Para romper el encanto, encendió un cigarrillo y luego preguntó:

—¿Sería una indiscreción preguntarte si te encuentras a gusto en Zurich? Te veo más en París o en Londres. Aunque es cierto que Varsovia es más alegre de lo que creía. Ha sido una sorpresa encontrarte aquí.

—Y para mí también lo ha sido. ¿Qué has venido a hacer?

—Ver a un cliente. Nada apasionante, como ves… No has perdido esa costumbre que tenías de responder a una pregunta con otra pregunta.

—¡No seas pesado! Ya te he respondido. Unos amigos y yo decidimos hacer un viaje por Europa central, pero a ellos no les tentaba venir a Polonia. Así que los dejé en Praga y vine sola para hacerle esta visita a Solmanski, pero me reúno de nuevo con ellos mañana en Viena. ¿Satisfecho esta vez?

—¿Por qué no? Aunque me cuesta verte como una mujer de negocios.

—El término es excesivo. Digamos que soy para Moritz una… recadera de lujo. Soy algo así como su escaparate; está muy orgulloso de mí.

—¡Y con razón! ¿Quién podría llevar mejor que tú las amatistas de Catalina la Grande o la esmeralda de Moctezuma?

—Por no hablar de algunos aderezos comprados a una o dos grandes duquesas escapadas de la revolución rusa. El que llevaba esta noche es uno de ellos. Pero nunca he tenido el privilegio de lucir las joyas históricas; Moritz les tiene demasiado apego. Bueno, veo que sabes muchas cosas…

—Es mi oficio. Si no lo sabes, te lo digo: soy experto en joyas antiguas.

—Sí, lo sé… Pero ¿no podríamos hablar de otro tema que no sea mi marido?

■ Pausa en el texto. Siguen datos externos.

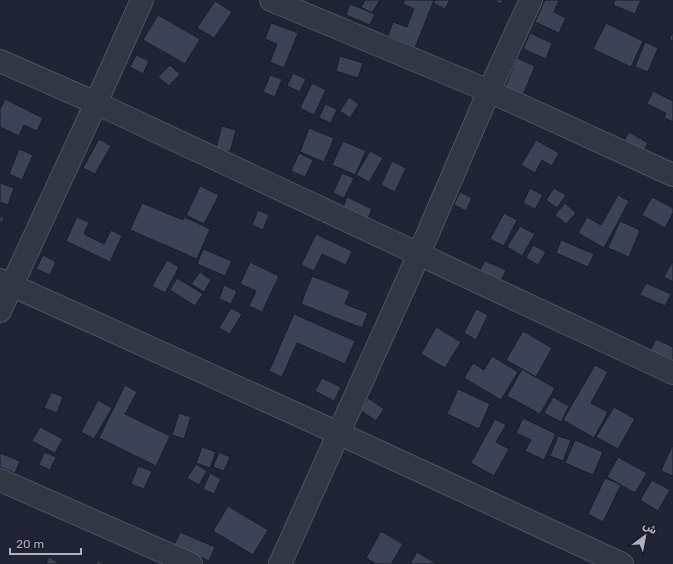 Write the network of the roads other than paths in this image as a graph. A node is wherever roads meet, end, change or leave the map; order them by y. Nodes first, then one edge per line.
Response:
1 (142, 0) edge
2 (270, 0) edge
3 (531, 0) edge
4 (0, 61) edge
5 (489, 91) junction
6 (96, 103) junction
7 (673, 175) edge
8 (419, 254) junction
9 (6, 283) edge
10 (0, 311) edge
11 (673, 373) edge
12 (338, 433) junction
13 (0, 480) edge
14 (190, 564) edge
15 (280, 564) edge
16 (622, 564) edge

1 - 6 street
2 - 5 street
3 - 5 street
4 - 6 street
5 - 7 street
5 - 8 street
6 - 8 street
6 - 9 street
8 - 11 street
8 - 12 street
9 - 10 street
9 - 12 street
12 - 15 street
12 - 16 street
13 - 14 street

Dianora se levantó del brazo del sillón en el que estaba apoyada, no sin mostrar un muslo escultural, y se dirigió hacia el príncipe sabiendo que le sería imposible escapar sin hacer una maniobra ridícula, pues la chimenea se lo impedía.

—¿Cuál, por ejemplo?

—Nosotros. ¿No estás impresionado por esta asombrosa coincidencia que ha hecho que volvamos a encontrarnos después de tantos años? Yo me siento inclinada a verla como… una señal del destino.

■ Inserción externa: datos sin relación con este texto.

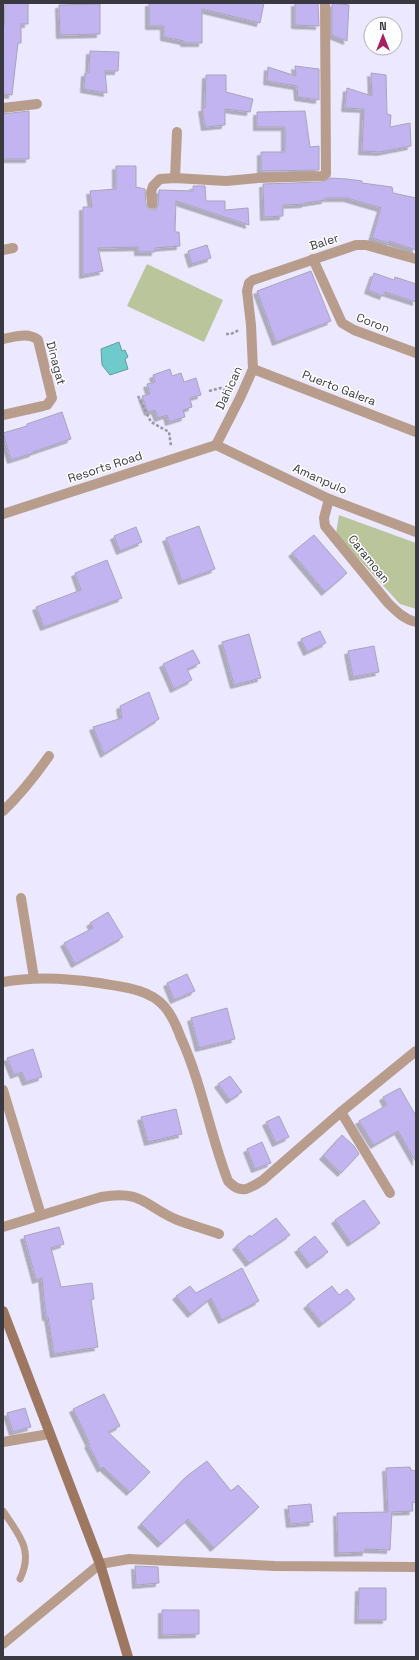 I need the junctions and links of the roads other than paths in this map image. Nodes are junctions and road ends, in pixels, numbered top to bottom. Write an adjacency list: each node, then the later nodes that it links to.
1 (325, 3): 5 (street)
2 (37, 104): 3 (street)
3 (3, 108)
4 (177, 132): 5 (street)
5 (175, 178): 6 (street)
6 (152, 204)
7 (313, 259): 8 (street, Baler); 9 (street, Baler); 11 (street, Coron)
8 (416, 259)
9 (247, 291): 12 (street, Dahican)
10 (3, 339): 13 (street, Dinagat)
11 (416, 353)
12 (253, 369): 14 (street, Puerto Galera); 15 (street, Dahican)
13 (3, 415)
14 (416, 432)
15 (216, 445): 16 (street, Amanpulo); 17 (street, Resorts Road)
16 (329, 499): 18 (street, Amanpulo); 19 (street, Caramoan)
17 (3, 514)
18 (416, 532)
19 (416, 622)
20 (49, 756): 21 (street)
21 (3, 811)
22 (21, 898): 23 (street)
23 (34, 978): 24 (street); 27 (street)
24 (3, 982)
25 (416, 1051): 27 (street)
26 (3, 1090): 29 (street)
27 (341, 1112): 28 (street)
28 (390, 1193)
29 (41, 1215): 30 (street); 31 (street)
30 (3, 1227)
31 (219, 1234)
32 (3, 1311): 33 (street)
33 (49, 1434): 34 (street); 36 (street)
34 (3, 1442)
35 (3, 1511): 38 (lane)
36 (100, 1564): 37 (street); 39 (street); 40 (street)
37 (416, 1568)
38 (20, 1579)
39 (3, 1644)
40 (128, 1657)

—Si el destino hubiera decidido intervenir en esto, nos habríamos encontrado antes de que te casaras con Kledermann. Tiene una presencia que debe tomarse en consideración.

—¡No hasta tal extremo! Por el momento está en la otra punta del mundo. En Río de Janeiro, para ser más exacta, y tú estás muy cerca de mí. Antes éramos grandes amigos, creo recordar.

Con una grosería deliberada, Aldo expulsó el humo del cigarrillo, aunque sin enviarlo hacia la cara de la joven, como si esperara que lo protegiese de ese encanto incomparable que emanaba de ella.

—Nunca hemos sido amigos, Dianora —dijo con dureza—. Éramos amantes… apasionados, creo, y fuiste tú quien decidiste romper. No es posible pegar los trozos de una pasión.

—Una hoguera que se cree apagada puede reavivarse con ardor. A mí me gusta aprovechar lo que ofrece cada instante, Aldo, y esperaba que a ti te ocurriera lo mismo. No te propongo una relación, sino un simple regreso momentáneo a un magnífico pasado. Nunca has estado tan seductor…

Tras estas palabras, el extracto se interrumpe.